Assumant d’être le visage et la voix de La Féline, Gayraud maîtrise autant son image publique, par l’intermédiaire des clips, des entretiens et des pochettes de disques, que sa musique, même si elle réalise ses disques en collaboration étroite avec le compositeur, arrangeur et producteur Xavier Thiry. La véritable indépendance du projet, publié par le label Kwaidan, peut expliquer sa relative confidentialité, tout comme le refus tacite, exprimé par Gayraud, des conventions commerciales de l’industrie musicale. D’ailleurs, La Féline tourne peu pour une musicienne de notre époque. Ce n’est ainsi pas par la musique que Gayraud « gagne sa vie » comme dit l’expression malsaine, la musicienne étant également philosophe, professeure et journaliste.

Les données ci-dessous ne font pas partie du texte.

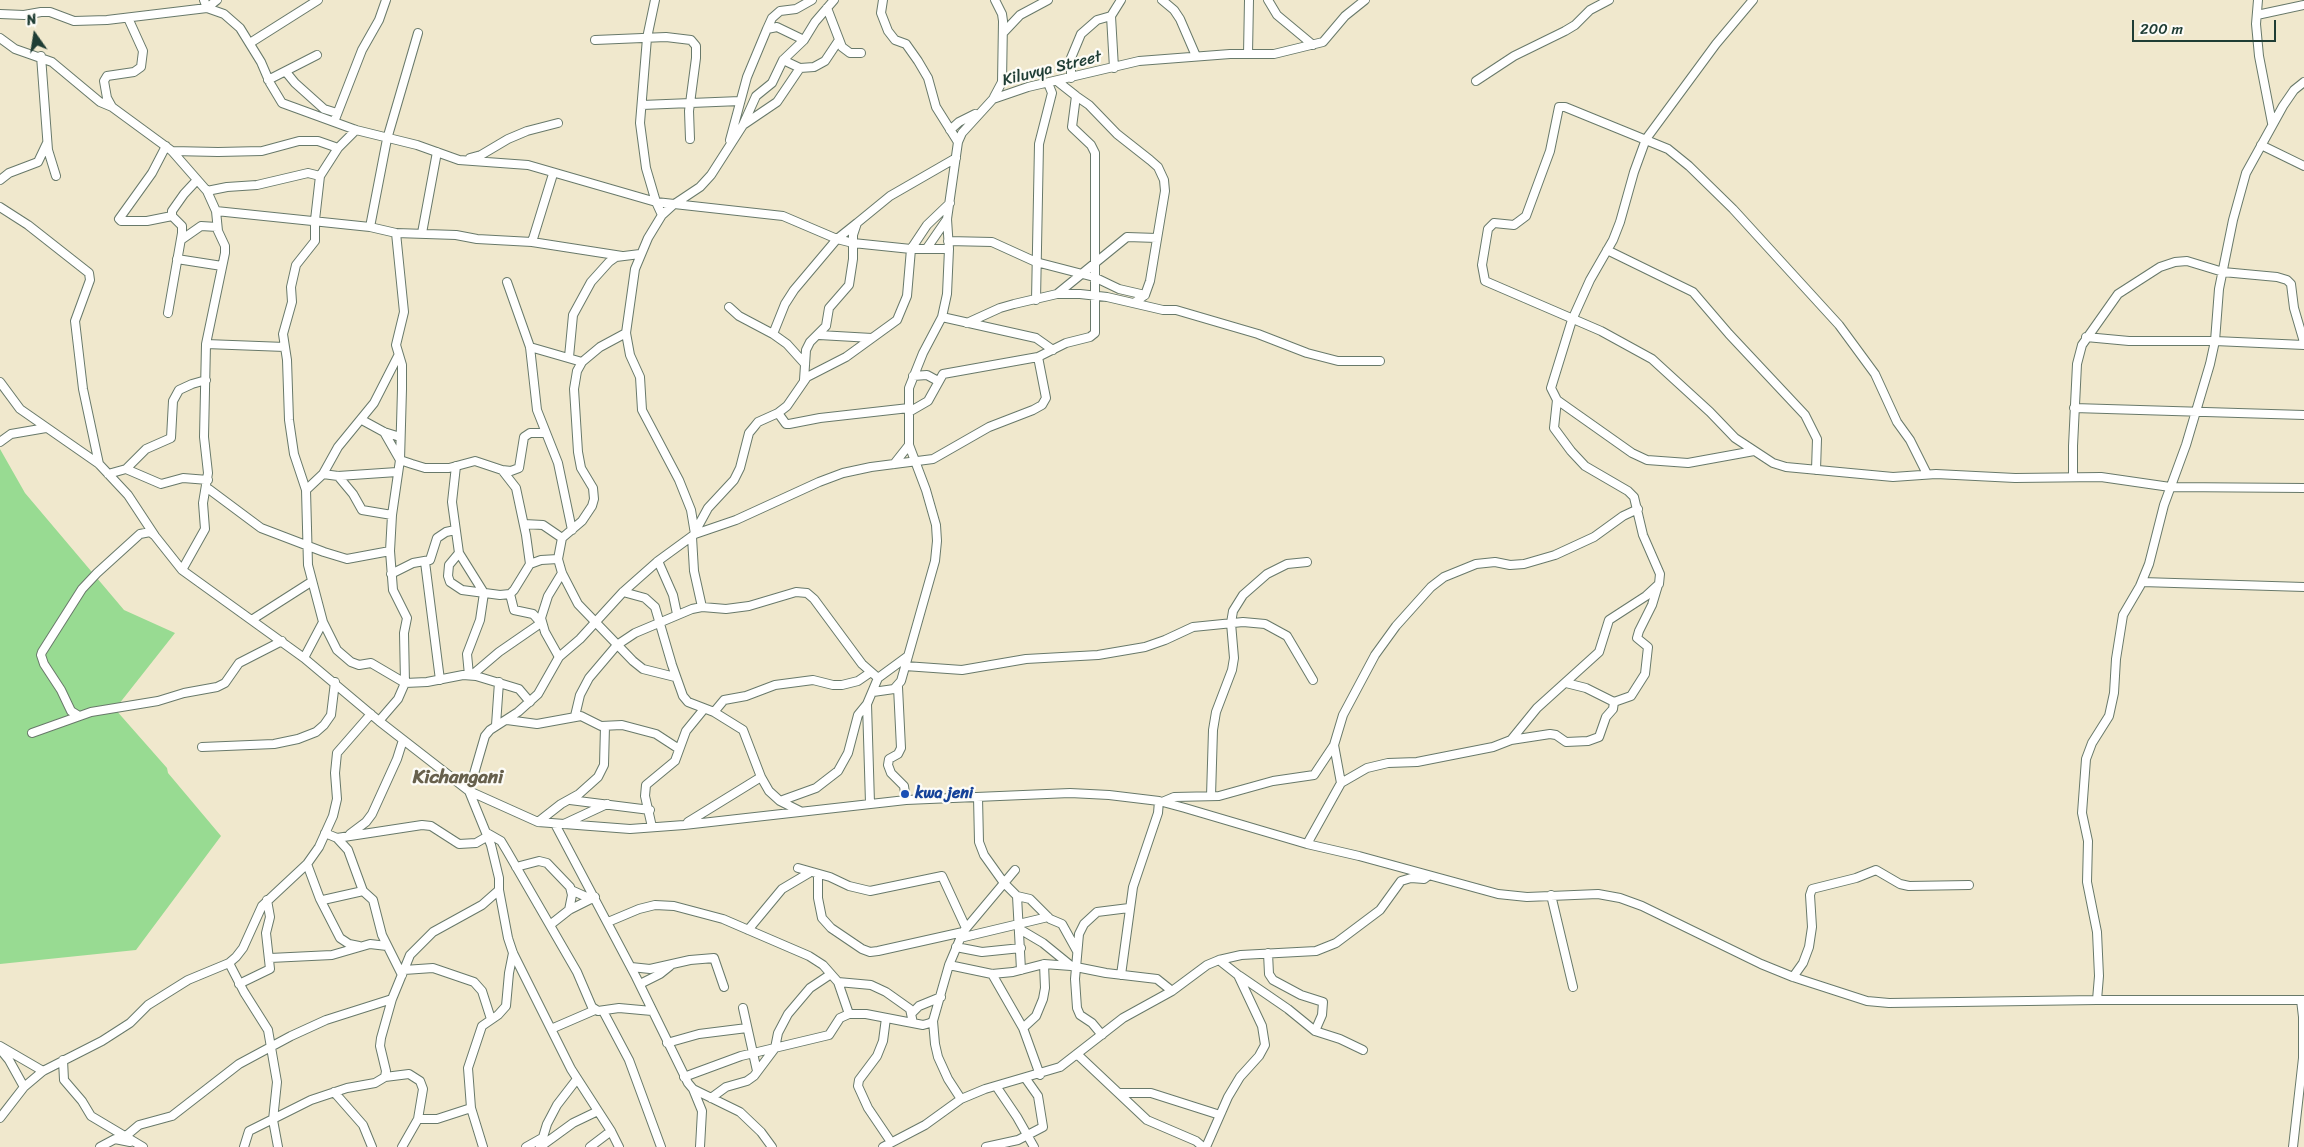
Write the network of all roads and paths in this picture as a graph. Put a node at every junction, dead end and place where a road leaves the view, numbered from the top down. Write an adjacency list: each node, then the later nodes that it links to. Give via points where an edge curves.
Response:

Cette forme de marginalité dans laquelle Gayraud semble s’épanouir ne l’empêche en tout cas pas d’amener son expression artistique là où elle l’entend. Mieux, couplée à son érudition, elle lui donne la latitude permettant cette constance, cette exigence qui manque même à ses pairs les plus émérites. Nous avions parlé ici longuement de tout le bien qu’on pensait des premiers disques de Juliette Armanet et de Clara Luciani, musiciennes très vite exposées à une large audience, auxquelles nous pourrions adjoindre Fishbach – avec laquelle Xavier Thiry a d’ailleurs également travaillé – ou Cléa Vincent, célébrées elles plutôt par les initiés. Ces artistes ont toutes en commun de se servir de leurs influences diverses, entre pop 80’s, variété française et esprit rock pour la scène, afin de faire entendre des voix féminines modernes, répondant aux enjeux de l’époque. Toutes ont également cette tendance, dictée plus par la « nécessité » de rentabilité et d’immédiateté de l’industrie musicale que par un talent ou une direction artistique, à chercher le « tube » et sa légèreté accrocheuse les éloignant forcément d’une intensité ou d’une force émotionnelle et esthétique qu’elles possèdent par ailleurs indéniablement.
Sans vouloir faire de comparaisons genrées forcément indélicates, Agnès Gayraud est, elle, parvenue à s’extirper de ce diktat du single efficace, travaillant ses albums comme des entités globales, où les chansons peuvent faire le grand écart entre l’évidence mélodique la plus pop et l’ambiance sonore la plus sophistiquée. Choix, circonstances ou mélange des deux, on laissera la principale intéressée définir sa situation si particulière sur une scène musicale qui va forcément connaître des mutations profondes lors de cette décennie, débutée sous des hospices des plus inquiétants. On peut en tout cas reconnaître à Gayraud son parcours artistique passionnant, de la claustrophobie de son premier disque Adieu l’enfance (2014), où elle aborde son intimité la plus douloureuse, à la densité cosmique de son dernier-né Vie future (2019), reçu quasi-unanimement comme la merveille qu’il est.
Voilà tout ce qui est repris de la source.